PROMPT:
The number of lines holding the string "HENRIQUE" is all that is wanted; count them in the records below.
········
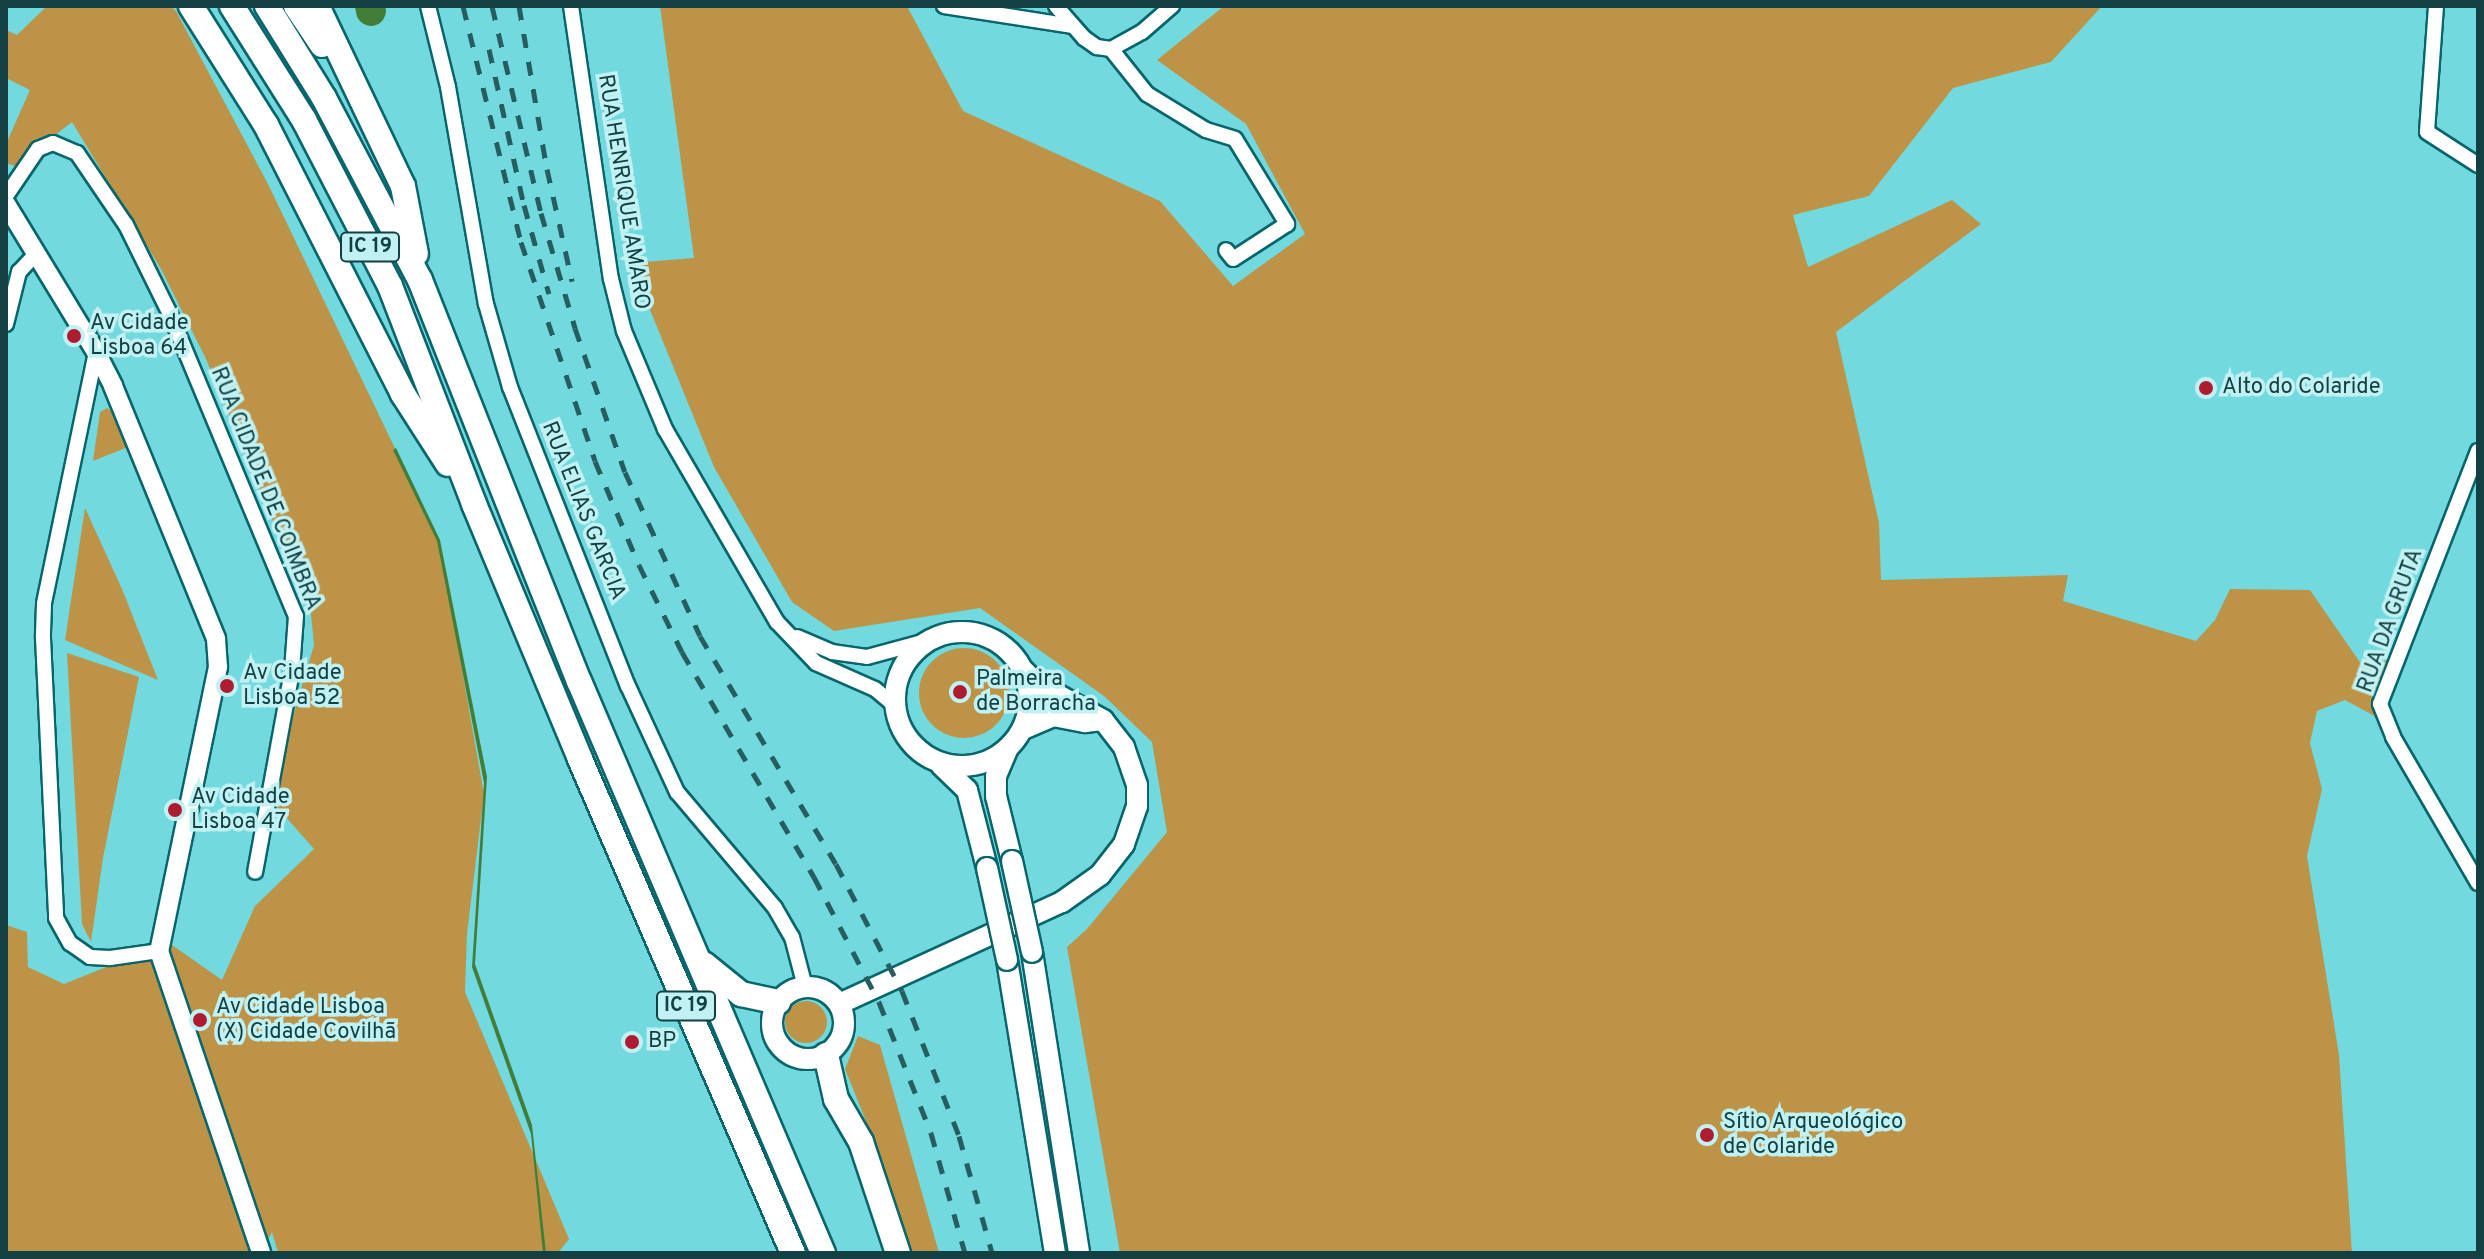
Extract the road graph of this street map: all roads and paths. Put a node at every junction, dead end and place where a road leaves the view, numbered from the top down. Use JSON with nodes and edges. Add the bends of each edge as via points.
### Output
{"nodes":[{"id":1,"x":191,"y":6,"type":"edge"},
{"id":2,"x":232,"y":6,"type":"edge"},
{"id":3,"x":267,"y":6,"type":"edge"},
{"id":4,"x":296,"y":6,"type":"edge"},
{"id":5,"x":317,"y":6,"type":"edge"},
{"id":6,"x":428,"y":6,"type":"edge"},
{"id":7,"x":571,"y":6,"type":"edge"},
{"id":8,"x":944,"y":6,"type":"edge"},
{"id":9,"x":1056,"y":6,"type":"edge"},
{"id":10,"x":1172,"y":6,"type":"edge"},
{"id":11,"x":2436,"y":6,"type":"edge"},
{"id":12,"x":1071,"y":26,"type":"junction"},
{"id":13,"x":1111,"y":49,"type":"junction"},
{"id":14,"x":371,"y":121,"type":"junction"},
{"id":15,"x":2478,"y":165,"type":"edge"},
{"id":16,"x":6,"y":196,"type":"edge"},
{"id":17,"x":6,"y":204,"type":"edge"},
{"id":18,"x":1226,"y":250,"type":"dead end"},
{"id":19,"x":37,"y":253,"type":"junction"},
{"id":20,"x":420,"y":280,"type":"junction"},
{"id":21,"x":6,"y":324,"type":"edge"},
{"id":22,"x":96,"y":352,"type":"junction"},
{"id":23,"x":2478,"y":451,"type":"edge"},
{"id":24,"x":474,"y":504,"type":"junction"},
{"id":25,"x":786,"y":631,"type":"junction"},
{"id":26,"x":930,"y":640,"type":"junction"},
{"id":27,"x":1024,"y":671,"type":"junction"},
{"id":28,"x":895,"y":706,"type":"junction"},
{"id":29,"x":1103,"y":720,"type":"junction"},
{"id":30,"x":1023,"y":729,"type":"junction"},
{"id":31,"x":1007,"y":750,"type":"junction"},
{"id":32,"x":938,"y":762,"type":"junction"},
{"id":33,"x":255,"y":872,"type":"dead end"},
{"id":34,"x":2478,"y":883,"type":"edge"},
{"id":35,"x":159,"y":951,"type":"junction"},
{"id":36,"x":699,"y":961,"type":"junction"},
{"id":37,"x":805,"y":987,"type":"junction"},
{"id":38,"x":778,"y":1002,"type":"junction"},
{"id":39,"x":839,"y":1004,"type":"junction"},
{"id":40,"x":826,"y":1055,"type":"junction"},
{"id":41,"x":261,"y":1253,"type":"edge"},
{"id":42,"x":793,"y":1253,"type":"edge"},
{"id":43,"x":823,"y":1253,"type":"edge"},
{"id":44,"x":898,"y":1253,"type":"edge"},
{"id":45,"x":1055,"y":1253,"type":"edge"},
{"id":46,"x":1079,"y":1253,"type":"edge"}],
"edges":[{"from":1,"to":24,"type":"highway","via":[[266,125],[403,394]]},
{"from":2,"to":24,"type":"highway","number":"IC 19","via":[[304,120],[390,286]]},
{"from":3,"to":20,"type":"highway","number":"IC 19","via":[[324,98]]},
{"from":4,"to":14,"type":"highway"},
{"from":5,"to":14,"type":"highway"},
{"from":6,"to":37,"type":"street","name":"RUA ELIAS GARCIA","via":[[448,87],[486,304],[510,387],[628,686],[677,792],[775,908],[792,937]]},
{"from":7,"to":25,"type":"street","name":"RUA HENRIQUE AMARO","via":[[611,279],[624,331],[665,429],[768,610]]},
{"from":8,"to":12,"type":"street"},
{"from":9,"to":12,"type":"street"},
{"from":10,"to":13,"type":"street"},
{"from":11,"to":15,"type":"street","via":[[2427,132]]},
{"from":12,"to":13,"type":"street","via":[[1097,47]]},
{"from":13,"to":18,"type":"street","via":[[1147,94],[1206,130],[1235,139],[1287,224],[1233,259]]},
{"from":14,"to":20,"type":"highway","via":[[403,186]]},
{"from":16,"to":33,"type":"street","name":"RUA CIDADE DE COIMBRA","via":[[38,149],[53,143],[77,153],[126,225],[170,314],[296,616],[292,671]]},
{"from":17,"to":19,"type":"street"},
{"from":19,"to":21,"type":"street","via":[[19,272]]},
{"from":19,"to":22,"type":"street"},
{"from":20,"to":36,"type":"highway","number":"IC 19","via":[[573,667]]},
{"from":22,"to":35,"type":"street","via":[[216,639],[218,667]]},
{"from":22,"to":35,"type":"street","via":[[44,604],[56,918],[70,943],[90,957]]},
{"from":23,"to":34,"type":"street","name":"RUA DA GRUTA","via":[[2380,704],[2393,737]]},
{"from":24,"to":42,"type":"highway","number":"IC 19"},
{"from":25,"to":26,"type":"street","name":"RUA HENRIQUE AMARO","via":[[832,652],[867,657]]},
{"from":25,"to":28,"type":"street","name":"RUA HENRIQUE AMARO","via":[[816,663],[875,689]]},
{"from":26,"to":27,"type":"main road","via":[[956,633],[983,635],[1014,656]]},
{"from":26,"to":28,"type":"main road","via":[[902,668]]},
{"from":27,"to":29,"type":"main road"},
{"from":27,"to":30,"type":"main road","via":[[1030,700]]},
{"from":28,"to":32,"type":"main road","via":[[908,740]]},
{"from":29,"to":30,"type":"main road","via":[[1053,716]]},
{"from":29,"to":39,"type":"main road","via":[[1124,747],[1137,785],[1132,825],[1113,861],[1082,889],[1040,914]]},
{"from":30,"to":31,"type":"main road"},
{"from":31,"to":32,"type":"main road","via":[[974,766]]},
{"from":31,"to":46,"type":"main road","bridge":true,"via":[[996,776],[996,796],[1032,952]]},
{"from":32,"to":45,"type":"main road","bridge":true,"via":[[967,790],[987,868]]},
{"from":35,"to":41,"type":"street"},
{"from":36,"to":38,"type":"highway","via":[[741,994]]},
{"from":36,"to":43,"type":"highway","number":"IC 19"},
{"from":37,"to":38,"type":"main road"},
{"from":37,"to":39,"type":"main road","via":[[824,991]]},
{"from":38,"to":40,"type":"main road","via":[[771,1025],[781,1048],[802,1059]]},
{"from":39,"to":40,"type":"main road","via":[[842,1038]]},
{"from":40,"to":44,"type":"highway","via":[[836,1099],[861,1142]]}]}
········
ANSWER SPACE:
3